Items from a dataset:
•••
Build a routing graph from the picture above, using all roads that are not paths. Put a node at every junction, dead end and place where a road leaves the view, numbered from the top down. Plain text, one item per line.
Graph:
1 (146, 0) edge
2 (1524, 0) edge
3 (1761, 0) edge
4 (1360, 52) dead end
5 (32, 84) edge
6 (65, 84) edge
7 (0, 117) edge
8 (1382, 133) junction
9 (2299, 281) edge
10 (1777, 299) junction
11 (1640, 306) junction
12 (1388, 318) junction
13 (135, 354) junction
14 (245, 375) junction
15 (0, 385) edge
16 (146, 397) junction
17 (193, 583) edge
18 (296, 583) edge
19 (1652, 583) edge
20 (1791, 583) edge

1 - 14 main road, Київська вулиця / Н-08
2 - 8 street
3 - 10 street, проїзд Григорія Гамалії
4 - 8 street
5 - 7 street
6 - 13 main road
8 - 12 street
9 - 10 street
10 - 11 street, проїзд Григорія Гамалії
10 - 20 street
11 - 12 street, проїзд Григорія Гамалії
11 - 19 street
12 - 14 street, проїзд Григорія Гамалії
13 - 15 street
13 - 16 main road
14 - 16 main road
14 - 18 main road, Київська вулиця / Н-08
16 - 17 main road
•••
Action item: Print the records above exactly. Omit nothing.

Answer to this task:
Build a routing graph from the picture above, using all roads that are not paths. Put a node at every junction, dead end and place where a road leaves the view, numbered from the top down. Plain text, one item per line.
Graph:
1 (146, 0) edge
2 (1524, 0) edge
3 (1761, 0) edge
4 (1360, 52) dead end
5 (32, 84) edge
6 (65, 84) edge
7 (0, 117) edge
8 (1382, 133) junction
9 (2299, 281) edge
10 (1777, 299) junction
11 (1640, 306) junction
12 (1388, 318) junction
13 (135, 354) junction
14 (245, 375) junction
15 (0, 385) edge
16 (146, 397) junction
17 (193, 583) edge
18 (296, 583) edge
19 (1652, 583) edge
20 (1791, 583) edge

1 - 14 main road, Київська вулиця / Н-08
2 - 8 street
3 - 10 street, проїзд Григорія Гамалії
4 - 8 street
5 - 7 street
6 - 13 main road
8 - 12 street
9 - 10 street
10 - 11 street, проїзд Григорія Гамалії
10 - 20 street
11 - 12 street, проїзд Григорія Гамалії
11 - 19 street
12 - 14 street, проїзд Григорія Гамалії
13 - 15 street
13 - 16 main road
14 - 16 main road
14 - 18 main road, Київська вулиця / Н-08
16 - 17 main road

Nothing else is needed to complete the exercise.